(Records from a dataset)
=== Begin Enclosure ===

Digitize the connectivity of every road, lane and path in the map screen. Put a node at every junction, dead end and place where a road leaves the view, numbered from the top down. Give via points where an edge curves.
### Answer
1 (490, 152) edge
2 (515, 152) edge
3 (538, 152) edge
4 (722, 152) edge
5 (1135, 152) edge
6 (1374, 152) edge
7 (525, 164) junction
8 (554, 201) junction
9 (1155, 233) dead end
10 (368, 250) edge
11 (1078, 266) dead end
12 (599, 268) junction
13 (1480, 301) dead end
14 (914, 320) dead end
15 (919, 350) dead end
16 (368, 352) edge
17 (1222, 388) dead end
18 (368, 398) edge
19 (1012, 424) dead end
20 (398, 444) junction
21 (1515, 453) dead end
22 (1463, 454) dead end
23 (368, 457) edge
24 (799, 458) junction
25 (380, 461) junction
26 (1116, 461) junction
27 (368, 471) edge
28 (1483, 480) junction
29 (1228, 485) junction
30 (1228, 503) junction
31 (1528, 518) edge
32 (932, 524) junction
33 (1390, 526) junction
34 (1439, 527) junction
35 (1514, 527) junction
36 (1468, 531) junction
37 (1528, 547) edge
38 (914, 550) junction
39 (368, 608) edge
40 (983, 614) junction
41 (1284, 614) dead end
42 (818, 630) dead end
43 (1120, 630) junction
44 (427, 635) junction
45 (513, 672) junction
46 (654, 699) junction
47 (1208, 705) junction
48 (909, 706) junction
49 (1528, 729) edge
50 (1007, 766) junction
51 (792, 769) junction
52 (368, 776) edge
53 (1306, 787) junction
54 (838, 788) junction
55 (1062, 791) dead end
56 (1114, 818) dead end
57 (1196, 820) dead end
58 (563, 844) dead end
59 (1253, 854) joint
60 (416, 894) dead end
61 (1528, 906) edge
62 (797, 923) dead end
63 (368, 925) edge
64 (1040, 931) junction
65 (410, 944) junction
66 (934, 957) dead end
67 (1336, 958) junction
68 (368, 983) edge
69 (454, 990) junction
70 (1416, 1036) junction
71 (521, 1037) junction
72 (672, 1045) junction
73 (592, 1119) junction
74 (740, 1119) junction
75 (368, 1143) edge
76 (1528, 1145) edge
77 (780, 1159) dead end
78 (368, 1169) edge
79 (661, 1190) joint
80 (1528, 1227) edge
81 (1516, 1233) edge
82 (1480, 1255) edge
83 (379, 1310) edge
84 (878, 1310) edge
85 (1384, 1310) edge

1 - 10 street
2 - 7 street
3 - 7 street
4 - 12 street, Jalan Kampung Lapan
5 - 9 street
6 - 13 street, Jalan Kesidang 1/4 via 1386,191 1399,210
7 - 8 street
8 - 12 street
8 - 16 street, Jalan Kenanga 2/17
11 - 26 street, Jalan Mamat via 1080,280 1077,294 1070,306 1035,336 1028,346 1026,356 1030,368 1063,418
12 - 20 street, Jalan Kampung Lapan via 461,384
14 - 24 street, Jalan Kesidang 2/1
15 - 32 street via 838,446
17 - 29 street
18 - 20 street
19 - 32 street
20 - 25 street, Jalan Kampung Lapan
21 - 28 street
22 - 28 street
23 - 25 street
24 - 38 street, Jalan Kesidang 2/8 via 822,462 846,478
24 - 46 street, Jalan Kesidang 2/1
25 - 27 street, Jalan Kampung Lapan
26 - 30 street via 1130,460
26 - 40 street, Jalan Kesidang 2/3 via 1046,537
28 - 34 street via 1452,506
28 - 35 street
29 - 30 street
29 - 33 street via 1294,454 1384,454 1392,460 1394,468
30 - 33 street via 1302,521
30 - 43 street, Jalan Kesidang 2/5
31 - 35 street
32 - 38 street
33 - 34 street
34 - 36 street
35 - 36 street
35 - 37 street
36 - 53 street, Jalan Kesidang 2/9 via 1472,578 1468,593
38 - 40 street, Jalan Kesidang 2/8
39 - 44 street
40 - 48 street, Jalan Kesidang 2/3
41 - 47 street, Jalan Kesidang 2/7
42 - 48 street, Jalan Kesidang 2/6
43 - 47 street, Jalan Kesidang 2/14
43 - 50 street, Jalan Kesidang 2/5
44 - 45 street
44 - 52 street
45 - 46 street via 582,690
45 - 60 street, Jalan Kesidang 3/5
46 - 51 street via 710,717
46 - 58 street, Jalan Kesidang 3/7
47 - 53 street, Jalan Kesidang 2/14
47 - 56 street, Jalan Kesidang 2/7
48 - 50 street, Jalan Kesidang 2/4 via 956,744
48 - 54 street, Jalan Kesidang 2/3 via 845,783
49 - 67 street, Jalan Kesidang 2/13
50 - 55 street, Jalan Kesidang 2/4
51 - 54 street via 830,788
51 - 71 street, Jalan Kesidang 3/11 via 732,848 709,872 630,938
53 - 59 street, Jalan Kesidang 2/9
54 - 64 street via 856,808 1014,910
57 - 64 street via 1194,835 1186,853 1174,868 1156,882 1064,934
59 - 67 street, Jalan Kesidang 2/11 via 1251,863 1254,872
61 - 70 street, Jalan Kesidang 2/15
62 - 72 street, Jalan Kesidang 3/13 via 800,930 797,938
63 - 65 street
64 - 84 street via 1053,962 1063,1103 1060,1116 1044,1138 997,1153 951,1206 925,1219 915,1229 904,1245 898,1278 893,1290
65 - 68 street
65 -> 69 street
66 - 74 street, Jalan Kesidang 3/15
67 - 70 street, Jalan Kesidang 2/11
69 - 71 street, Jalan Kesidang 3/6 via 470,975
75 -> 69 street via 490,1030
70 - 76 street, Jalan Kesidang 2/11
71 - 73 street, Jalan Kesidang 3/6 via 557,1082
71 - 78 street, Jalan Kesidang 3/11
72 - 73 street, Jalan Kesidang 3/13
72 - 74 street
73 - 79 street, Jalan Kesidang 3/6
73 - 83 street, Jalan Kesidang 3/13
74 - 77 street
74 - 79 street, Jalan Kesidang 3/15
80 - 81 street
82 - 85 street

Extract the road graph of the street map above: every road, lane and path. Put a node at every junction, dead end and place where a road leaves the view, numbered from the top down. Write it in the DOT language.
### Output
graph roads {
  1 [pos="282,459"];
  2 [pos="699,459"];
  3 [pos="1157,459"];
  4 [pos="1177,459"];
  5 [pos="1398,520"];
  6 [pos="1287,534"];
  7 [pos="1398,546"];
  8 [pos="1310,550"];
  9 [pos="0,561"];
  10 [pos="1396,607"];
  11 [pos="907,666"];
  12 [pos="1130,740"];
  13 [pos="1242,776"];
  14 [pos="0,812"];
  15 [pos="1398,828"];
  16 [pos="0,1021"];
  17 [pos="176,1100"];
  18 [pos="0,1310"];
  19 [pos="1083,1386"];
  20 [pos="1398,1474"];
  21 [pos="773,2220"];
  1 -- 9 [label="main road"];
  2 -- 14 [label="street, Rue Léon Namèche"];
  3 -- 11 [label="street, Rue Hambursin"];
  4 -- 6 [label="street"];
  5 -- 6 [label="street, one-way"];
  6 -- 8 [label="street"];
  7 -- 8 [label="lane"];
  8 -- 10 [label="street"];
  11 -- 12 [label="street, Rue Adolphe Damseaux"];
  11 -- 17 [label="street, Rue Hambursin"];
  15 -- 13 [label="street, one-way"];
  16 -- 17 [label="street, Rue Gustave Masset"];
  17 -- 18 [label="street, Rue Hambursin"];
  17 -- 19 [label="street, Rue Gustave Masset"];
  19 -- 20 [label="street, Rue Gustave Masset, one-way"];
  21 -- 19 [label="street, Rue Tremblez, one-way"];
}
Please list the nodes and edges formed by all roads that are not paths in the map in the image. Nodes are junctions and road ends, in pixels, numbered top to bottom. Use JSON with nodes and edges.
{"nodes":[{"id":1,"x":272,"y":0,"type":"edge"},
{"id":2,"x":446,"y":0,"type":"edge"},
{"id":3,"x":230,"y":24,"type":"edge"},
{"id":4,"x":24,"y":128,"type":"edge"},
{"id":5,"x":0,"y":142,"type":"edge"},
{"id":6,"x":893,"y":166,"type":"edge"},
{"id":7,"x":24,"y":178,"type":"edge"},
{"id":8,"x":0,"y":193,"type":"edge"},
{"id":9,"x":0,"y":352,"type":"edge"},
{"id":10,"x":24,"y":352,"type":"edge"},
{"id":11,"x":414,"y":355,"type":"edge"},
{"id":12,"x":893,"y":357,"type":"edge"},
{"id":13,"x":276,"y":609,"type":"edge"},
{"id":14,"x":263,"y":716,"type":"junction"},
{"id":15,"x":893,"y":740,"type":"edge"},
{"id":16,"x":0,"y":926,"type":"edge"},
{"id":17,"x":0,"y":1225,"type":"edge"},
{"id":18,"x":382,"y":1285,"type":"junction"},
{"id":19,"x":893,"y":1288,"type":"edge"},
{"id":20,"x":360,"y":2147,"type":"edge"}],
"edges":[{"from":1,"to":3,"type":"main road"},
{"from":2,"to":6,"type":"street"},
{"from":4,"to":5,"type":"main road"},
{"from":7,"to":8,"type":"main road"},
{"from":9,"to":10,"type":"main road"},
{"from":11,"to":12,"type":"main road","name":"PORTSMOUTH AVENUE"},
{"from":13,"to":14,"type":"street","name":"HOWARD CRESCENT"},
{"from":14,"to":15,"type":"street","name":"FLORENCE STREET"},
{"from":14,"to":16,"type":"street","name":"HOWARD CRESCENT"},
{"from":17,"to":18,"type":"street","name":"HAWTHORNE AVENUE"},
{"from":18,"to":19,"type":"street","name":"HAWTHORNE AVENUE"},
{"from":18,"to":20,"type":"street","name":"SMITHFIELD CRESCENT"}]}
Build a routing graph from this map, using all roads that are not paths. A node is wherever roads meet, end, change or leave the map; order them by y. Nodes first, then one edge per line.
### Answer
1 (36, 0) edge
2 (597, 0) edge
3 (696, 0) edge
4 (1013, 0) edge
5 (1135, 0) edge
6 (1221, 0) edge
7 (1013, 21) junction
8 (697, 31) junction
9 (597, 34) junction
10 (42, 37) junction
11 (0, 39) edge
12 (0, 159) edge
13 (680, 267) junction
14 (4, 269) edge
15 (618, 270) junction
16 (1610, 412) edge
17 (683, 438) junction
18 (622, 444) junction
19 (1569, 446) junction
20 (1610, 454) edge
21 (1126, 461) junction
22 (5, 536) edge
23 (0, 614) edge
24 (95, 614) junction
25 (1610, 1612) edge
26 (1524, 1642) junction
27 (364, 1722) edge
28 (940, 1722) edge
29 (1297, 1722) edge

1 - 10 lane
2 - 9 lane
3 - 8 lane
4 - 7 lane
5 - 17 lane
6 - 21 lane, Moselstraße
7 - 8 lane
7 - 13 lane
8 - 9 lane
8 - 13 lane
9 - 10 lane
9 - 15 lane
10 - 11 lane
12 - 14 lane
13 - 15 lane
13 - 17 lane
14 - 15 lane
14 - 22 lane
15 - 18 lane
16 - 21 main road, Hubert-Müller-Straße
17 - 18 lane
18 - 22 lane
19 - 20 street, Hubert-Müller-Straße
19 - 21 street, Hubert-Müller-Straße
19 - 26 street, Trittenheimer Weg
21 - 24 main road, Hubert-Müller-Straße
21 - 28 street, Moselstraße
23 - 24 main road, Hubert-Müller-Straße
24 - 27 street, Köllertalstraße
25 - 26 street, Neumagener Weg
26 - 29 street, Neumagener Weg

=== End Enclosure ===

- Task instructions
Only the count is wanted. Find the lines of the records that include the word "down" and state how many.

- Finished exercise
2